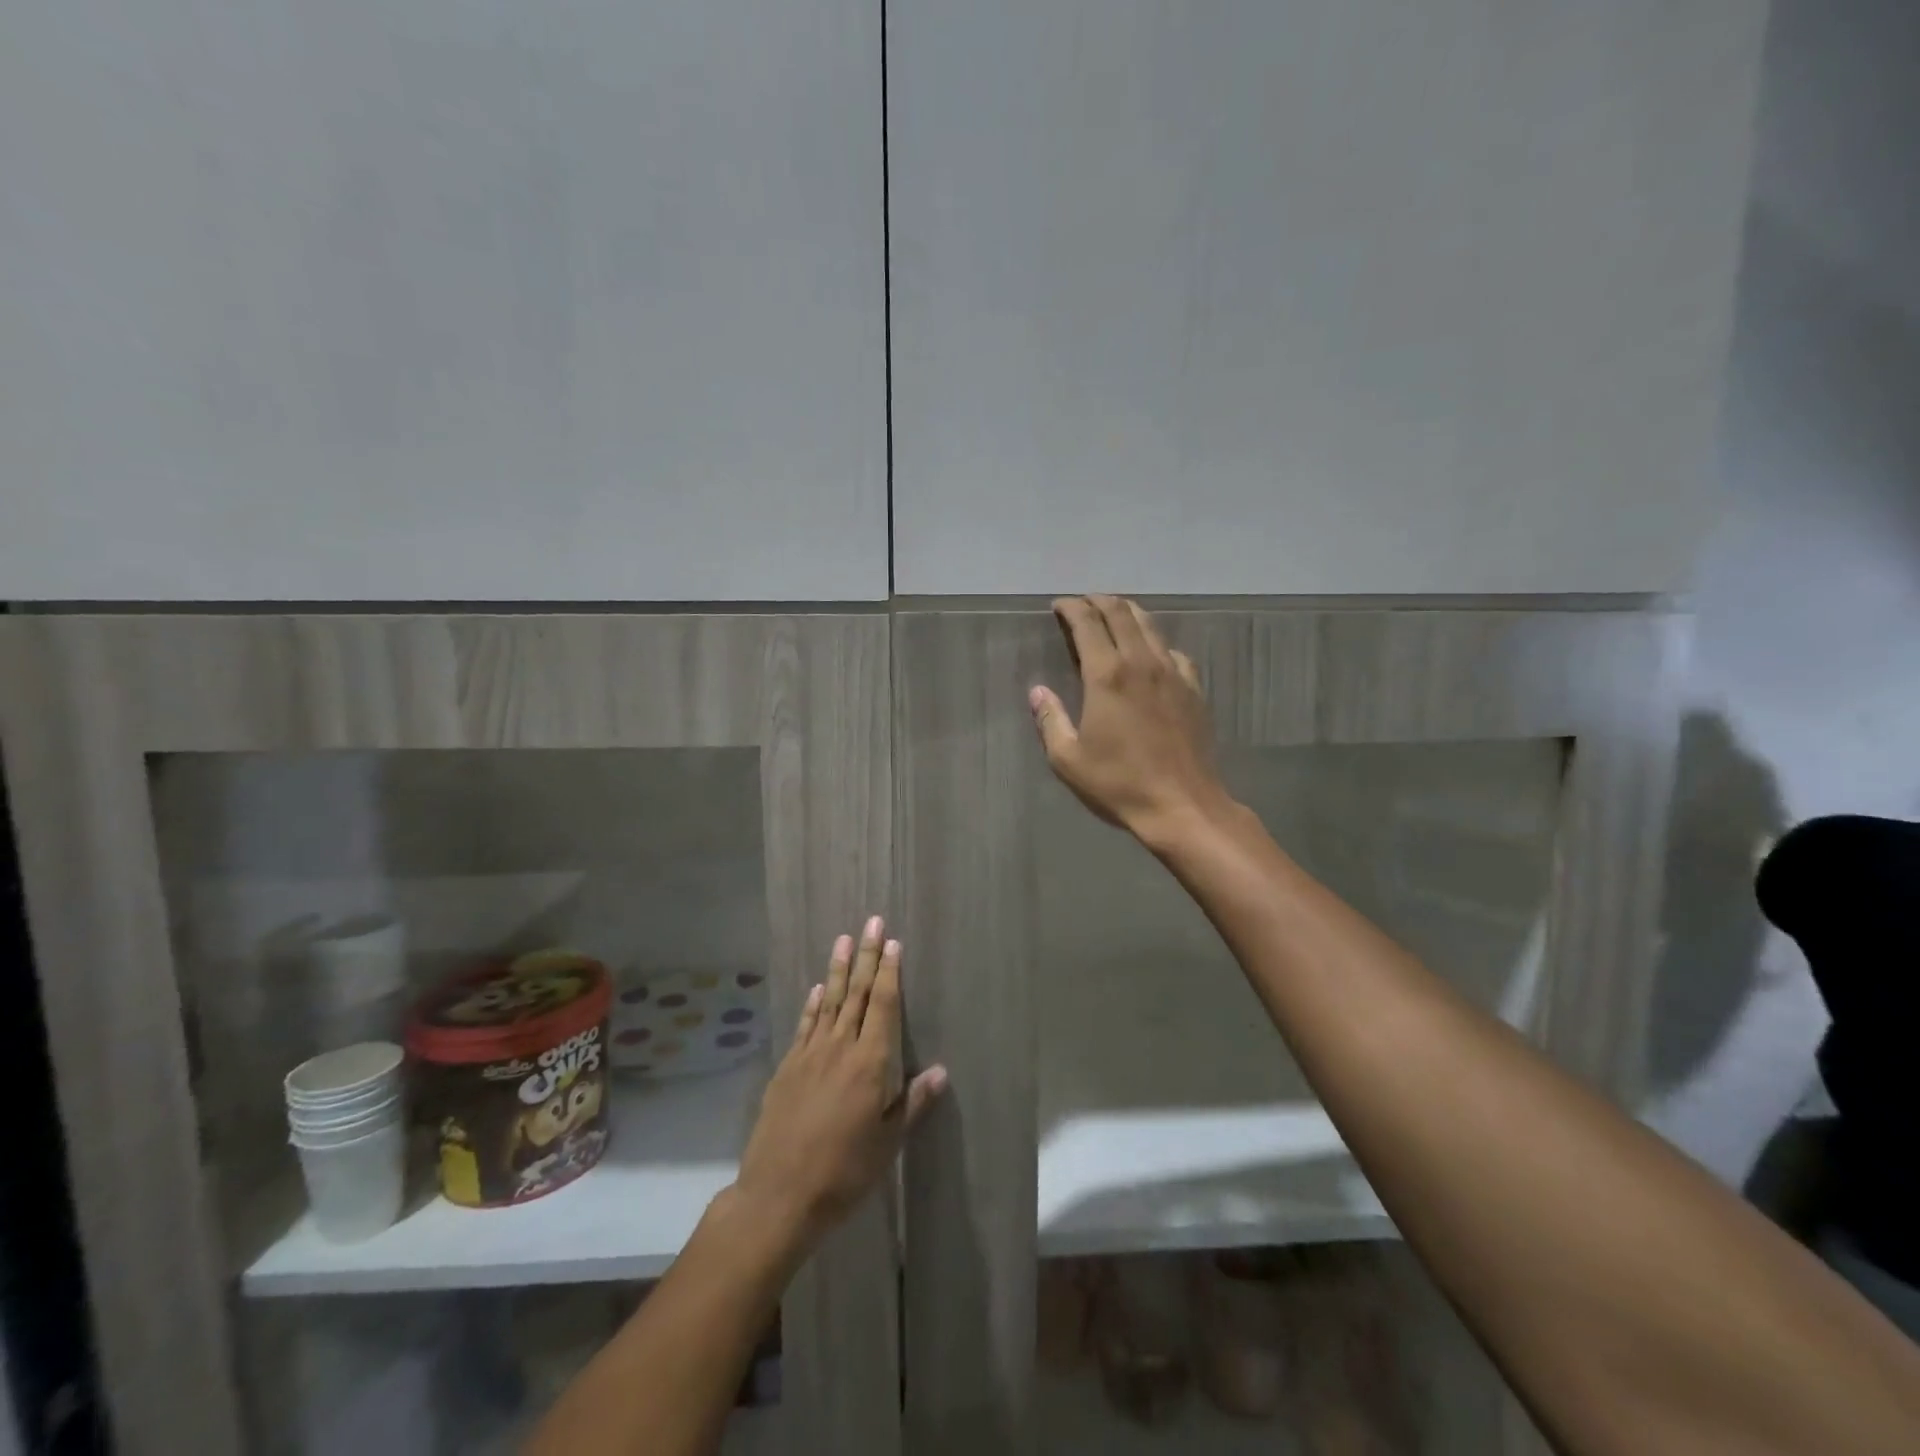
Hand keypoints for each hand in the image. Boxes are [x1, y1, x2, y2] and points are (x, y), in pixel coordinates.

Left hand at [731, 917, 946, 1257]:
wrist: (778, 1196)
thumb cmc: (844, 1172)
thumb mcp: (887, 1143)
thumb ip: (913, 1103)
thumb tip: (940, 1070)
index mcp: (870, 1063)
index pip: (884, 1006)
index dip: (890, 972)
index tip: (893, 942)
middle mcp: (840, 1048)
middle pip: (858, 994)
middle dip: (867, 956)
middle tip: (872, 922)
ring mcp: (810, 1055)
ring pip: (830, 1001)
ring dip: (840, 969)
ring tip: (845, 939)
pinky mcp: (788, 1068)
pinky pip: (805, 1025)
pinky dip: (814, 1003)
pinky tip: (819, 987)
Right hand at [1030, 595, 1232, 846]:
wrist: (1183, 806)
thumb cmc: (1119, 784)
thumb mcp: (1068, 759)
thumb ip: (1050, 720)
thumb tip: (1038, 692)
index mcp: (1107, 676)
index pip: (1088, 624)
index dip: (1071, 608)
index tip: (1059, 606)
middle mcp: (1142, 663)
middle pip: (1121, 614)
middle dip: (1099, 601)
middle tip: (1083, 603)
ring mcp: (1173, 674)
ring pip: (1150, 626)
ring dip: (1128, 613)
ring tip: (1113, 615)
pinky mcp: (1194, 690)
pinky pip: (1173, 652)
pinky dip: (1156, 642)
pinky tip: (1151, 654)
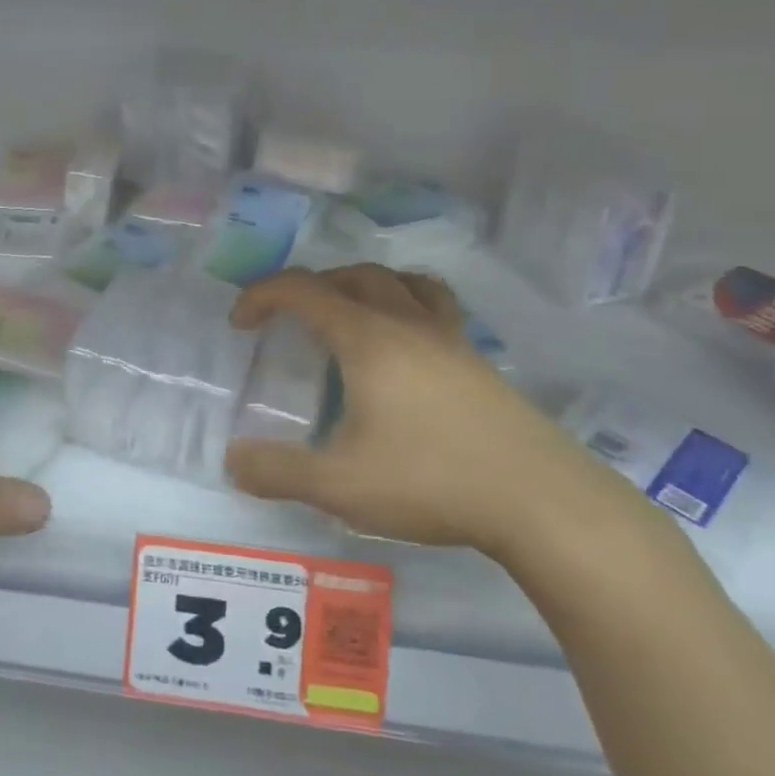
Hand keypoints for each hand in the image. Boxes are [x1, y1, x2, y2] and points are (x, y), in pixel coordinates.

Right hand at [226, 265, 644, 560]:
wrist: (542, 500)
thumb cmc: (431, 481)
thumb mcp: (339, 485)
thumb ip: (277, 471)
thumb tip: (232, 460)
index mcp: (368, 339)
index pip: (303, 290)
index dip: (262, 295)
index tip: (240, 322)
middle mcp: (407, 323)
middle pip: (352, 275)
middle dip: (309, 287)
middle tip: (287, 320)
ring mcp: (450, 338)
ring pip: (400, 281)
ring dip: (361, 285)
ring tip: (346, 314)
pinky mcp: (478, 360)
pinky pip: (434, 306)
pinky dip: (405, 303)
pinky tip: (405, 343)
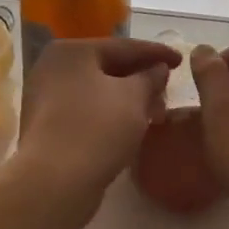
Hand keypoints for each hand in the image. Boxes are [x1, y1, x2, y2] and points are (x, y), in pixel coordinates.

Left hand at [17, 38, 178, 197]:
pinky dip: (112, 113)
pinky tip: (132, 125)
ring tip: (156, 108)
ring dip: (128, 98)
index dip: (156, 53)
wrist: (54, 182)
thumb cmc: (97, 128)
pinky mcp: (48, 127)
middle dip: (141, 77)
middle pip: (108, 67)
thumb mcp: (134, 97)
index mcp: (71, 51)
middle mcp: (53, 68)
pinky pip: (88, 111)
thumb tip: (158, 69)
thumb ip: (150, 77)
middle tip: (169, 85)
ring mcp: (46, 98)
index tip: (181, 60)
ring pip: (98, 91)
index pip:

_ _ _ _ _

## Task directions
Give again, word for word, every line from the top of the data through the line with "thumb tip: (940, 1070)", both ends included, and exclude the pictures.

## Task result
Hand keypoints for each hand in the image. Boxes are [x1, y1, x2, y2] and points are (x, y), in pixel coordinates.

Left hand at [731, 917, 946, 1257]:
wrist: (778, 1196)
thumb cmc: (844, 1172)
thumb mcp: (887, 1143)
thumb ip: (913, 1103)
thumb tip: (940, 1070)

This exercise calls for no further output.